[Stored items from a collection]
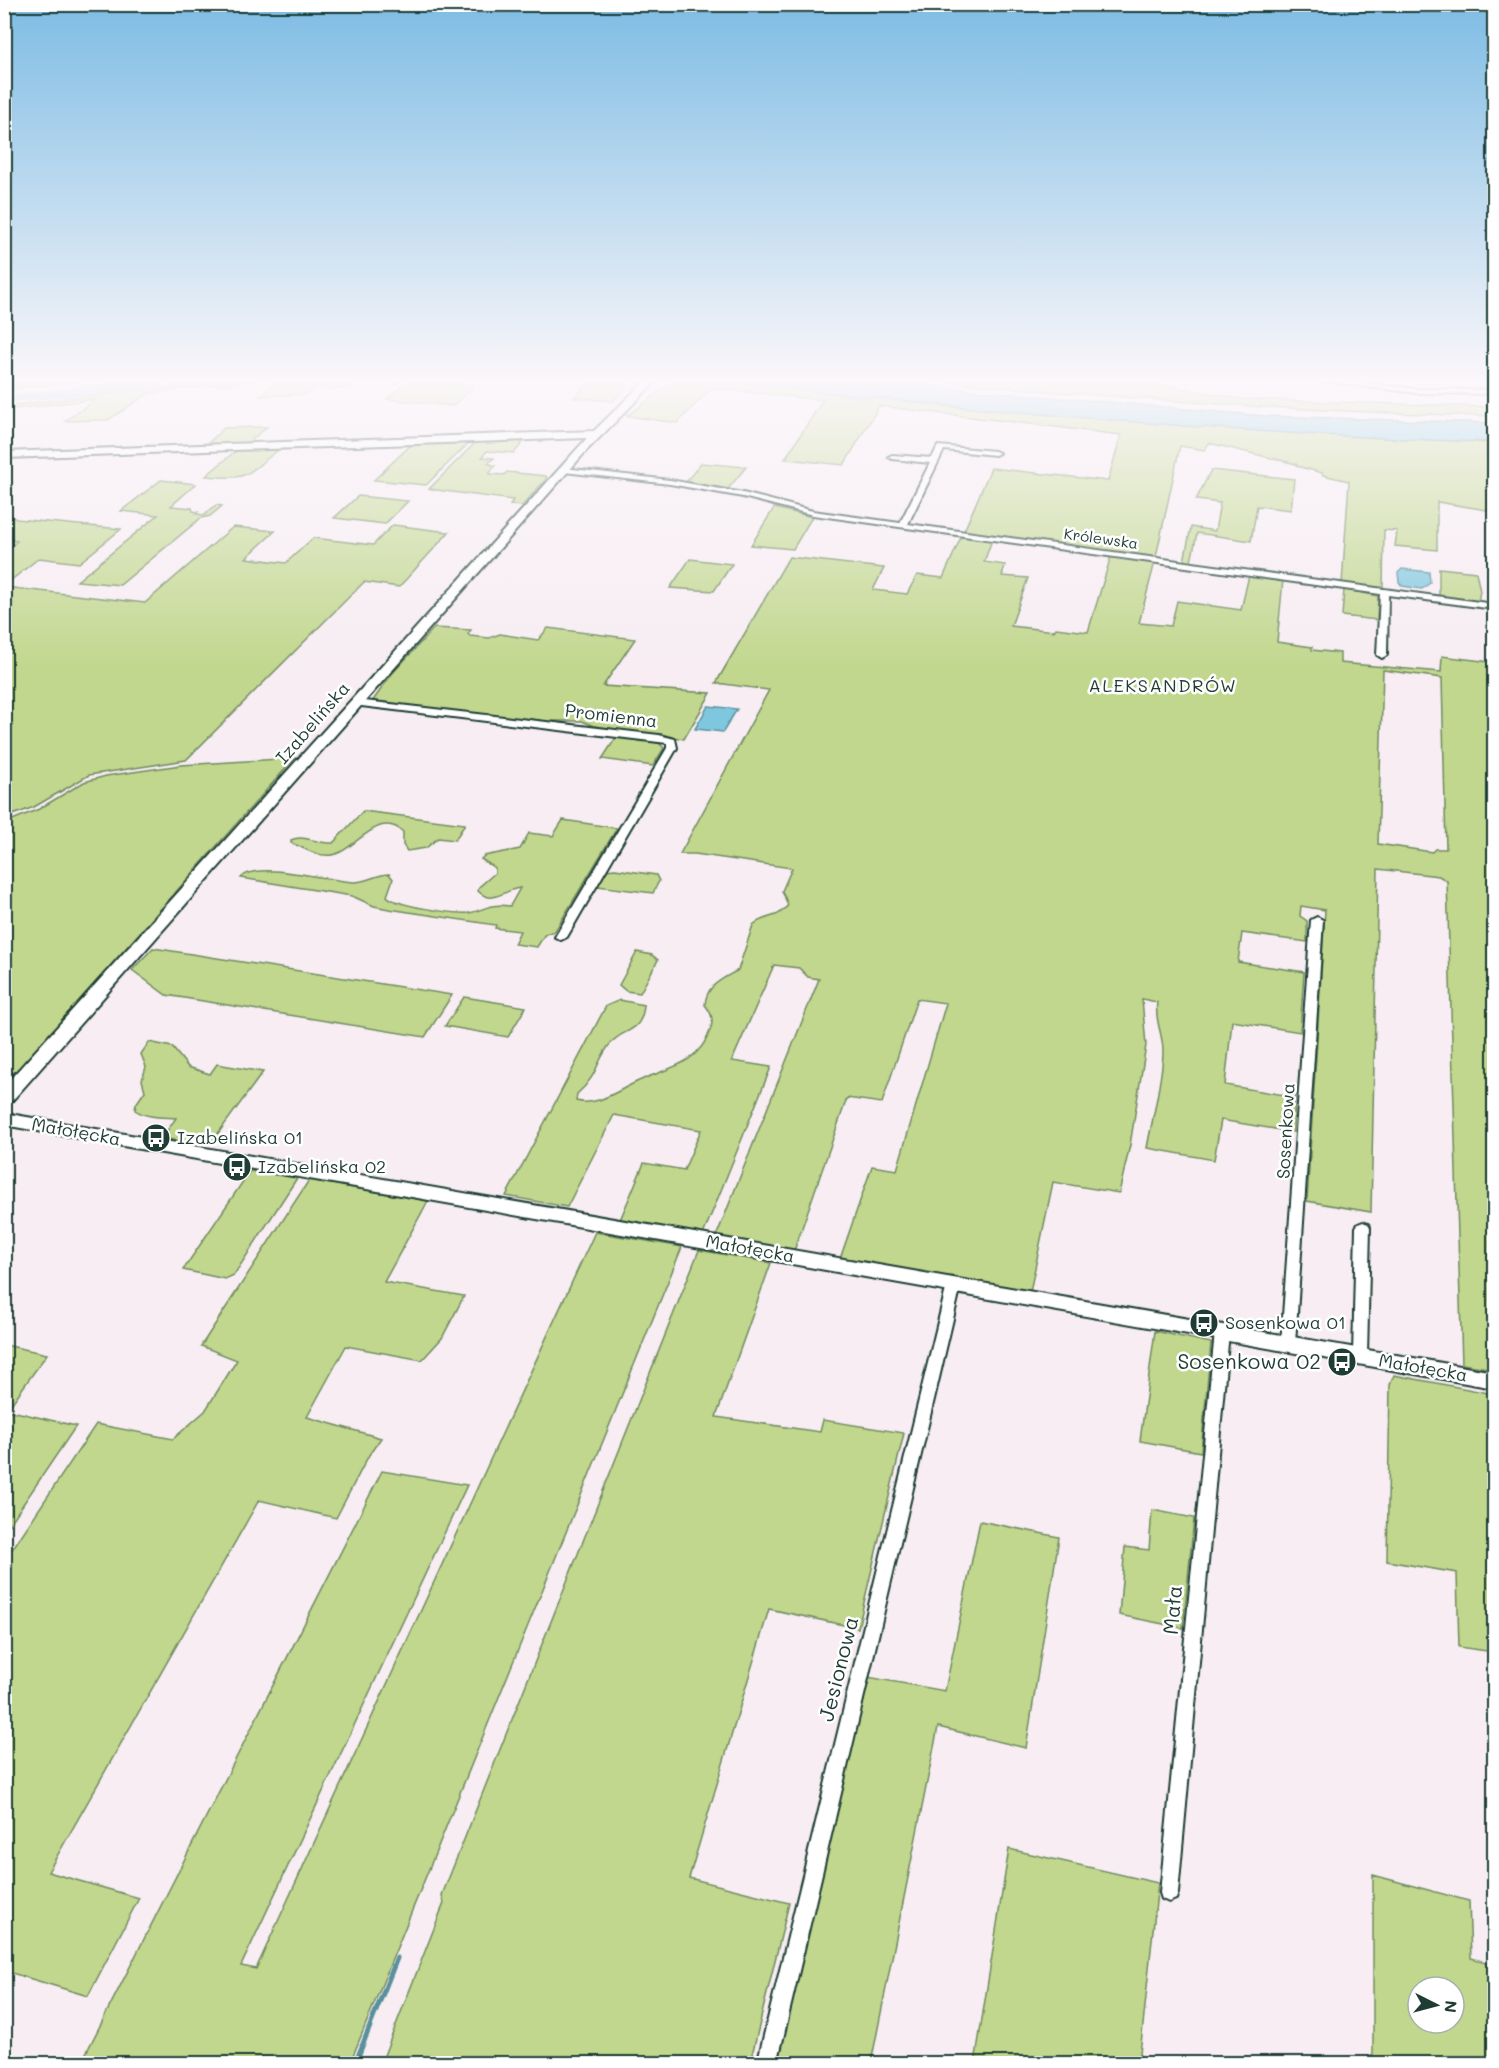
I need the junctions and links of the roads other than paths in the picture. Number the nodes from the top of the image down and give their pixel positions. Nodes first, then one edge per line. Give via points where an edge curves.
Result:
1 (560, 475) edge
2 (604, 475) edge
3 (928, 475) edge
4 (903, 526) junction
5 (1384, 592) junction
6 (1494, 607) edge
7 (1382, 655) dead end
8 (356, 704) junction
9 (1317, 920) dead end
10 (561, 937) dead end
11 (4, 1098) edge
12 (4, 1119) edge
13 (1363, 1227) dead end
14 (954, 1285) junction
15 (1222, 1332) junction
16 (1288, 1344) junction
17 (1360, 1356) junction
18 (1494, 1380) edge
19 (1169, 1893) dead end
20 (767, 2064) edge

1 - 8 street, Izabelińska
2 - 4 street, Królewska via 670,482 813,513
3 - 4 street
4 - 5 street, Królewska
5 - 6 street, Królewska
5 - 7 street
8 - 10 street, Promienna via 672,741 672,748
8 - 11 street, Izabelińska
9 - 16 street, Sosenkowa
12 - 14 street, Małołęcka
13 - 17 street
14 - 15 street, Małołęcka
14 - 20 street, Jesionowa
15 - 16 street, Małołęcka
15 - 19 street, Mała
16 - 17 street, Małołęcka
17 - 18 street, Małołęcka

## Task to complete
What is needed is an exact printout of every record above, with the pictures left out.

## Output for this exercise
I need the junctions and links of the roads other than paths in the picture. Number the nodes from the top of the image down and give their pixel positions. Nodes first, then one edge per line. Give via points where an edge curves.
Result:
1 (560, 475) edge
2 (604, 475) edge
3 (928, 475) edge
4 (903, 526) junction
5 (1384, 592) junction
6 (1494, 607) edge
7 (1382, 655) dead end
8 (356, 704) junction
9 (1317, 920) dead end
10 (561, 937) dead end
11 (4, 1098) edge
12 (4, 1119) edge
13 (1363, 1227) dead end
14 (954, 1285) junction
15 (1222, 1332) junction
16 (1288, 1344) junction
17 (1360, 1356) junction
18 (1494, 1380) edge
19 (1169, 1893) dead end
20 (767, 2064) edge

1 - 8 street, Izabelińska
2 - 4 street, Królewska via 670,482 813,513
3 - 4 street
4 - 5 street, Królewska
5 - 6 street, Królewska
5 - 7 street
8 - 10 street, Promienna via 672,741 672,748
8 - 11 street, Izabelińska
9 - 16 street, Sosenkowa
12 - 14 street, Małołęcka
13 - 17 street
14 - 15 street, Małołęcka
14 - 20 street, Jesionowa
15 - 16 street, Małołęcka
15 - 19 street, Mała
16 - 17 street, Małołęcka
17 - 18 street, Małołęcka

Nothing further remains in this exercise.